#### Calculating the Expected Value

In [54]:
import pandas as pd
import os 
import numpy as np
from scipy.interpolate import interp1d

os.chdir('C:/Users/dalto/OneDrive/Pictures/Documents/Projects/Coding Projects/woba modeling/data/')

#### Load Data

In [55]:
bat_tracking = pd.read_csv('quantile_predections/bat_tracking_pitch.csv').drop(columns=['Unnamed: 0'])
ev_direction = pd.read_csv('quantile_predections/ev_direction_pitch.csv').drop(columns=['Unnamed: 0'])
ev_direction = ev_direction[ev_direction['year'] >=2023]

#### Sims

In [56]:
def expected_value(row):

    quantile_cols = [col for col in row.index if col.startswith('q_')]
    quantiles = [float(col.split('_')[1]) for col in quantile_cols]
    values = row[quantile_cols].values

    cdf_quantiles = np.concatenate(([0], quantiles, [1]))
    min_val = values[0] - (values[1] - values[0])
    max_val = values[-1] + (values[-1] - values[-2])
    cdf_values = np.concatenate(([min_val], values, [max_val]))

    diff_cdf_values = np.diff(cdf_values)
    epsilon = 1e-8
    diff_cdf_values = np.where(diff_cdf_values == 0, epsilon, diff_cdf_values)
    pdf_densities = np.diff(cdf_quantiles) / diff_cdf_values

    v_i = cdf_values[:-1]
    v_i_plus_1 = cdf_values[1:]

    expected_value = np.sum(pdf_densities * (v_i_plus_1**2 - v_i**2) / 2)
    return expected_value


In [57]:
def monte_carlo(row, sims=100000):
    quantile_cols = [col for col in row.index if col.startswith('q_')]
    quantiles = [float(col.split('_')[1]) for col in quantile_cols]
    values = row[quantile_cols].values

    cdf_quantiles = np.concatenate(([0], quantiles, [1]))
    min_val = values[0] - (values[1] - values[0])
    max_val = values[-1] + (values[-1] - values[-2])
    cdf_values = np.concatenate(([min_val], values, [max_val]))

    ppf_func = interp1d(cdf_quantiles, cdf_values, kind = 'cubic', bounds_error=False, fill_value=(min_val, max_val))
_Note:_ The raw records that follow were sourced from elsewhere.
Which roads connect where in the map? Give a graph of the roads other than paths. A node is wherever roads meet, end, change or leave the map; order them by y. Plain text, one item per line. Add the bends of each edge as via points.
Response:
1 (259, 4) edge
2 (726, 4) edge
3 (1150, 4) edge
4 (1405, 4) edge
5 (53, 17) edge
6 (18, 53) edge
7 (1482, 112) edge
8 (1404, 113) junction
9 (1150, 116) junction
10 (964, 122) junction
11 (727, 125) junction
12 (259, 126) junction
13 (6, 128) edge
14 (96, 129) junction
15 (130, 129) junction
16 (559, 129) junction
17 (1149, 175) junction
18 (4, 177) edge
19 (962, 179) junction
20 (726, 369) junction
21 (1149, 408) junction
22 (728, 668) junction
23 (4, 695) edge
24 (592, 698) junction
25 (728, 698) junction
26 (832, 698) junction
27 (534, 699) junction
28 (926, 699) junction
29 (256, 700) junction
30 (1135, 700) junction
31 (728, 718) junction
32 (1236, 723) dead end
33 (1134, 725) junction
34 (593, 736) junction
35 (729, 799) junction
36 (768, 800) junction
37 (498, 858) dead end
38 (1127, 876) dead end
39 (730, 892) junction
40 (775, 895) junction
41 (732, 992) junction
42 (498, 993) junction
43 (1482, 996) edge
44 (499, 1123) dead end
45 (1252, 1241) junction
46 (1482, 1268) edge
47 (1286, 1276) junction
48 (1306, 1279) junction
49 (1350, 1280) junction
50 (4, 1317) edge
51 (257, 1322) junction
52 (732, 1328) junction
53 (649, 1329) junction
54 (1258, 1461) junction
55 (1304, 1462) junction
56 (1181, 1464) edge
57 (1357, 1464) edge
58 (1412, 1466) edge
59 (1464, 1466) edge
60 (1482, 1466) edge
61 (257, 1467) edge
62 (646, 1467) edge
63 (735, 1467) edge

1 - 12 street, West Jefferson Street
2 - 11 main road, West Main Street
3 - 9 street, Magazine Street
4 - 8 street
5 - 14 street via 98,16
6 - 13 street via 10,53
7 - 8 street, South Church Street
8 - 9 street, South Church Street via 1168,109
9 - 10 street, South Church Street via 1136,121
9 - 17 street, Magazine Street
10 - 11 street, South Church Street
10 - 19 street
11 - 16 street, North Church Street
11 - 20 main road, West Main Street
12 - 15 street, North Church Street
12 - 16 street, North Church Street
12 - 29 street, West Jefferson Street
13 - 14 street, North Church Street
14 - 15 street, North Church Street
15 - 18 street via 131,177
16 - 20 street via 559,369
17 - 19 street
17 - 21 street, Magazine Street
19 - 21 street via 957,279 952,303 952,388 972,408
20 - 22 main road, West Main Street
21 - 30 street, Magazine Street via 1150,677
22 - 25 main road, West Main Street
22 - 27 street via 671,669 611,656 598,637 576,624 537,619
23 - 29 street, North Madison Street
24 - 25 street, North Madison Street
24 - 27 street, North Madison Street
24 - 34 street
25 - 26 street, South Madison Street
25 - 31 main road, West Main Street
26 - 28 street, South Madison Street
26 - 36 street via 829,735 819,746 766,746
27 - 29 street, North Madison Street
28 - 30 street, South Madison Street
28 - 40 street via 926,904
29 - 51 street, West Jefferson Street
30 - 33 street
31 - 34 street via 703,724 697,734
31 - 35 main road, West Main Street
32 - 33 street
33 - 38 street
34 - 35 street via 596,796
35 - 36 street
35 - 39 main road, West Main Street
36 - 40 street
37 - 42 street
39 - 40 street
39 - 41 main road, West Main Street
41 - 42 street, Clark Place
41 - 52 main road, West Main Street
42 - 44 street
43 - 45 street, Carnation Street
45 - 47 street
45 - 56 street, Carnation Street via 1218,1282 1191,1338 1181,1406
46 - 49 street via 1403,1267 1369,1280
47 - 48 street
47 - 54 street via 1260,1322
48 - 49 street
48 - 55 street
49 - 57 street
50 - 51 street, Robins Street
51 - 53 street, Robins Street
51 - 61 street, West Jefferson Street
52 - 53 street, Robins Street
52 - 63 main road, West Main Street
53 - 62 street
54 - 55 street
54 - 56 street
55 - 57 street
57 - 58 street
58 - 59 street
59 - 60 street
    random_quantiles = np.random.rand(sims)
    samples = ppf_func(random_quantiles)
    
    estimated_ev = np.mean(samples)

    return estimated_ev


#### Running Sims

In [58]:
ev_direction['monte'] = ev_direction.apply(monte_carlo, axis=1)

In [59]:
bat_tracking['monte'] = bat_tracking.apply(monte_carlo, axis=1)

In [None]:
player_mean_ev = ev_direction.groupby(['name', 'year'])['monte'].mean().reset_index(name='monte')
player_count_ev = ev_direction.groupby(['name', 'year']).size().reset_index(name='count')
player_mean_bat = bat_tracking.groupby(['name', 'year'])['monte'].mean().reset_index(name='monte')
player_count_bat = bat_tracking.groupby(['name', 'year']).size().reset_index(name='count')

In [61]:
player = pd.merge(player_mean_ev, player_count_ev, on=['name', 'year'])
player = pd.merge(player, player_mean_bat, on=['name', 'year'])
player = player.rename(columns={'monte_x':'ev_dir','monte_y':'bat_tracking'})

In [None]:
player.to_csv('sim_results/wobacon_23_25.csv')